Умение видеть стало источником величайших открытий в науке. Альберт Эйнштейн в «Творческой автобиографии» рассказывал об удивлении, которое он испытал ребенком, когда ему показали компас. Наблюдая за стрелкой, которая вела себя «так определенно», мальчик Эйнштейн понял: за вещами должно быть что-то еще, глубоко скрытое. Став взрослым, он не раз жалел о том, что люди, вырастая, утрачивают дар удивления перед ветром и дождем, перед тем обстоятельством, что Луна не падает на Землю.
Почему их больше не удивляет различие между живым и неживым?
Недалеко от Амбуаза — старинный город Труа, рядом с которым археологи обнаружили в пещерах гениальные рисунки художников каменного века. Труа — это Лувр палеолита и детство человечества. Там — ниша, расписанная фигурами северных оленей. Один из оленей в пещерах Труа — как «Джоконда» в Лувре.

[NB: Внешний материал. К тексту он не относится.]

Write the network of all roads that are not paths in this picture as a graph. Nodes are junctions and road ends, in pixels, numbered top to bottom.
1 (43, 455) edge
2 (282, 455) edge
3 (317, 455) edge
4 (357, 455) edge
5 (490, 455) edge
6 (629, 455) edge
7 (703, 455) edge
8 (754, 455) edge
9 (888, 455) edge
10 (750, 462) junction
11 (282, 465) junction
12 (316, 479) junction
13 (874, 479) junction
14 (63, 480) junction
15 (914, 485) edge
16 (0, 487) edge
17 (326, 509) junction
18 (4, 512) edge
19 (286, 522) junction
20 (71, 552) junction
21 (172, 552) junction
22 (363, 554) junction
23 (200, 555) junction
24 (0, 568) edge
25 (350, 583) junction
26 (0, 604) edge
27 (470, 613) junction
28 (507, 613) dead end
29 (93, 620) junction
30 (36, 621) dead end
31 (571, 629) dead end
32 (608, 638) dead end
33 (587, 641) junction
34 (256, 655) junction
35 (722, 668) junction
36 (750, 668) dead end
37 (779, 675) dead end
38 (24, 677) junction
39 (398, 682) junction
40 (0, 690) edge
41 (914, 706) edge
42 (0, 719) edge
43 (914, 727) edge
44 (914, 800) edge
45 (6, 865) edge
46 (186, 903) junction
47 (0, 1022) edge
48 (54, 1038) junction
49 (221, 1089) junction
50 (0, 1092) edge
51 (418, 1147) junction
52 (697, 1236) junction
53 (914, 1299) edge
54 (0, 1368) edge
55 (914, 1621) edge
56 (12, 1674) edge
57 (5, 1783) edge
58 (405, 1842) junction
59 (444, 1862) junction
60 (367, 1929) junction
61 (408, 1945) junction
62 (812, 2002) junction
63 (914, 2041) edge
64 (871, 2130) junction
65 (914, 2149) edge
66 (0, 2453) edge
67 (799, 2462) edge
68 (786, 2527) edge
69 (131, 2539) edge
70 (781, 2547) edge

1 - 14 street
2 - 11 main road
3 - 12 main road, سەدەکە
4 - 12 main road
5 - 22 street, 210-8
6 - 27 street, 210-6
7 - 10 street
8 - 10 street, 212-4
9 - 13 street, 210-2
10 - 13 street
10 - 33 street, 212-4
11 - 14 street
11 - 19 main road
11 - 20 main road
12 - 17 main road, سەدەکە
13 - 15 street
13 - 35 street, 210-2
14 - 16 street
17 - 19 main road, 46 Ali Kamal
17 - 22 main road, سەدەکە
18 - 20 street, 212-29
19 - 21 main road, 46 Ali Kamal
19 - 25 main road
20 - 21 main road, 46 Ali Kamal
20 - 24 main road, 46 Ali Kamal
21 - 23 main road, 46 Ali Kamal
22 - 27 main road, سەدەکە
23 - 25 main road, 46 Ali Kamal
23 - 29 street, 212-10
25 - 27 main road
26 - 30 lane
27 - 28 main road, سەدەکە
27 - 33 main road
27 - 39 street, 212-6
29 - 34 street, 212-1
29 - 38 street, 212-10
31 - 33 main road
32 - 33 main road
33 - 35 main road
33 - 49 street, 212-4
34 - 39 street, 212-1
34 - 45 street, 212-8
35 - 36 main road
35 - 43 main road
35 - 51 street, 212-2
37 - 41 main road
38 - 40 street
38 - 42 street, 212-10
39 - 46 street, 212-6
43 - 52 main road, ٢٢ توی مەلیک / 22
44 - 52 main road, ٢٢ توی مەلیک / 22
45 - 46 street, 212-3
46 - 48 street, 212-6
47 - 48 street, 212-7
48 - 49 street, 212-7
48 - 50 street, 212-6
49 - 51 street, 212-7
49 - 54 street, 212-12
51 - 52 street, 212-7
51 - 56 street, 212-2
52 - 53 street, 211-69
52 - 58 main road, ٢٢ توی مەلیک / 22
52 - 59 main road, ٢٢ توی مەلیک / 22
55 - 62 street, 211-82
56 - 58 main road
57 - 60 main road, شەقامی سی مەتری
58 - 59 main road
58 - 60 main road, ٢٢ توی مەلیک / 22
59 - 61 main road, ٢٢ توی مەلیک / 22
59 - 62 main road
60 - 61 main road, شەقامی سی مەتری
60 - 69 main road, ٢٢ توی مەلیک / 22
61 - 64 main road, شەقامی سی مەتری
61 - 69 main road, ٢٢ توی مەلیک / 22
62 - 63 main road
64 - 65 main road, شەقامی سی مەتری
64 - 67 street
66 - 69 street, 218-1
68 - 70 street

Первобытные художники нередко изображали раненых животных (самый известный рисунок из этого ряда — раненый бизон на стене Альтамирской пещеры), но те раненые были живыми. Они, может быть, умирали, но не умерли в видении живописца.
Первобытный художник был и охотником, и добрым сотоварищем охотников и видел не раз, как умирают животные, раненные Насмерть или добиваемые после нетяжких ранений.
Олень в одной из ниш пещер Труа — с надломленными передними ногами и твердо стоящими на земле задними, с наклоненной головой и непреклонными линиями туловища — не ранен. Он убит наповал. Он убит, но не успел умереть, ему осталось не дыхание — полдыхания. Художник увидел и запечатлел тот перелом от бытия к небытию, когда стрела настигает животное на бешеном бегу, когда оно бежит, стоя на месте, бежит с остановившимся сердцем, бежит не ногами — одним лишь телом, которое не может поверить, что бег уже навсегда окончен. Чтобы увидеть это, надо было обладать особой наблюдательностью, обостренным чувством опасности, голода и страха — страха не перед жестокостью жизни, а перед таинством перехода бытия в небытие.